Die SoLaWü

Die Solidarische Landwirtschaft Würzburg (SoLaWü) ist ein Projekt der Gemeinschaft – getragen von Verbraucher*innen und Erzeuger*innen, die dem Wort Leben in Lebensmittel wieder eine Bedeutung geben wollen.

Das Prinzip

Gemeinsam die Initiative ergreifen, gute Lebensmittel wertschätzen, Menschen, die dahinter stehen kennen und in ihrem Tun unterstützen, Natur und Umwelt schützen. Kurz – ein achtsamer Umgang mit dem Leben. Das ist die Idee.

Bei dem Modell der Solidarischen Landwirtschaft (Solawi) bilden Verbraucher*innen und Erzeuger*innen eine Wirtschaftsgemeinschaft. Dies ermöglicht Landwirt*innen Unabhängigkeit gegenüber Subventionen und der Preisdiktatur durch dominante Marktteilnehmer wie Supermärkte.

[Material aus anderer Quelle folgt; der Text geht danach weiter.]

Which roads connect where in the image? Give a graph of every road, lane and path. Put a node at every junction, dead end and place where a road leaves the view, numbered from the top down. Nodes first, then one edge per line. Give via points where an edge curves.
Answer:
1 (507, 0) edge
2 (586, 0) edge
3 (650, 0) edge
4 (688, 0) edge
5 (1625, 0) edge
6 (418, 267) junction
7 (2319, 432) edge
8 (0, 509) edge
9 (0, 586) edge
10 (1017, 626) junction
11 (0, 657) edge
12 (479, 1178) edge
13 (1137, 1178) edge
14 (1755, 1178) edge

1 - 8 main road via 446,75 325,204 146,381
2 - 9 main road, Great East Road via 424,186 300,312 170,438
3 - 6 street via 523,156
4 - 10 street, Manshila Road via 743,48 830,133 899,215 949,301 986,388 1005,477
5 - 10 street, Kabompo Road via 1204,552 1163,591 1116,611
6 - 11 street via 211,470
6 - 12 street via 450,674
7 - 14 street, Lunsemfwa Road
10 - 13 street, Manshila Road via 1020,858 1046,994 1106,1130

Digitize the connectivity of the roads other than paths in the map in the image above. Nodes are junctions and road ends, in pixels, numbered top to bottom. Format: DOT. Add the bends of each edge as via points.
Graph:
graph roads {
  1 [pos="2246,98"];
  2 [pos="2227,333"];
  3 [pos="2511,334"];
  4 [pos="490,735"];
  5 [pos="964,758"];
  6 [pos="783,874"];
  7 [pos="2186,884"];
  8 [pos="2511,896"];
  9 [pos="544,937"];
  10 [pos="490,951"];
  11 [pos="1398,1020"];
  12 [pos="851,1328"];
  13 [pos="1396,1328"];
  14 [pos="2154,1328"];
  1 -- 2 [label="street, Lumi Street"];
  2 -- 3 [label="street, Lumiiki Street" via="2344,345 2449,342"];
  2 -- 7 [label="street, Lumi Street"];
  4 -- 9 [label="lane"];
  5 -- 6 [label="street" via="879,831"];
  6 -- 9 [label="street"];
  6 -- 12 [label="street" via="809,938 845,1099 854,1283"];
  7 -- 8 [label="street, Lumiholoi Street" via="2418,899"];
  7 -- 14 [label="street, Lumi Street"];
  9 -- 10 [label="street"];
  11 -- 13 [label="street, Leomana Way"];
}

Eine Gruppe von Ernteteiler*innen garantiert die Finanzierung des Anbaus und die Abnahme der Ernte. Alle teilen sich die damit verbundene Verantwortung, das Risiko, die Kosten und vor allem leckere, ökologische, regionale und saisonale Lebensmittel.

Keine Selbstverständlichkeit – auch nicht im Ökolandbau.

Die Erzeuger*innen

Die wöchentlichen „Päckle“ der SoLaWü setzen sich zusammen aus Gemüse der Familie Kraus-Egbers, Mosmann aus Oberaltertheim sowie Streuobstprodukten der Main-Streuobst-Bienen eG aus Margetshöchheim. Beide Betriebe stehen für gesunde, ökologisch hergestellte (Bioland), regionale und saisonale Produkte. Porträts beider Erzeuger finden sich hier.

Das Erntejahr

Beim Treffen aller Interessent*innen am Jahresanfang (in der Regel Mitte Januar) wird von den Erzeuger*innen vorgeschlagen, welche Kulturen angebaut werden und welche Gesamtkosten (Saatgut, Pacht, Lohnkosten …) dafür von der Gemeinschaft aufzubringen sind. Das Treffen bietet auch die Möglichkeit, Ideen beispielsweise für Gemüsesorten, Verteilung oder Aktionen einzubringen.

Das Erntejahr beginnt im Mai, wenn die ersten vereinbarten Kulturen erntereif sind. Folglich entspricht ein SoLaWü-Erntejahr dem Zeitraum 1.Mai bis 30.April. Jede Woche montags werden die Lebensmittel vom Bauernhof und den Streuobstwiesen zu mehreren Verteilpunkten in Würzburg gebracht und können anschließend von den Ernteteiler*innen selbst abgewogen und in den mitgebrachten Taschen und Boxen mit nach Hause genommen werden. Je nach Ort ist die Abholung über mehrere Stunden oder bis zum Folgetag möglich. Auch direkt am Bauernhof in Oberaltertheim kann man das Päckle abholen. Jeweils am Wochenende zuvor gibt es per E‑Mail die Ankündigung, was am Montag im Päckle ist, was auf dem Hof und den Streuobstwiesen gerade so passiert und ob eine Veranstaltung wie beispielsweise eine Mitmachaktion am Hof geplant ist.

Für so manche Ernteteiler*in wird der übliche Speiseplan durch die SoLaWü-Mitgliedschaft erweitert und saisonabhängiger – zum Beispiel durch Grünkohl, Romanesco, Wassermelonen und Spitzkohl.

Und für diejenigen, die Lust haben, gibt es etwa zweimal im Monat die Möglichkeit, auf dem Hof oder der Streuobstwiese bei den Mitmachaktionen mit anzupacken.

Zum Ende des Erntejahres wird Feedback eingeholt, um mit der Kritik und den Ideen in die folgende Jahresversammlung zu gehen.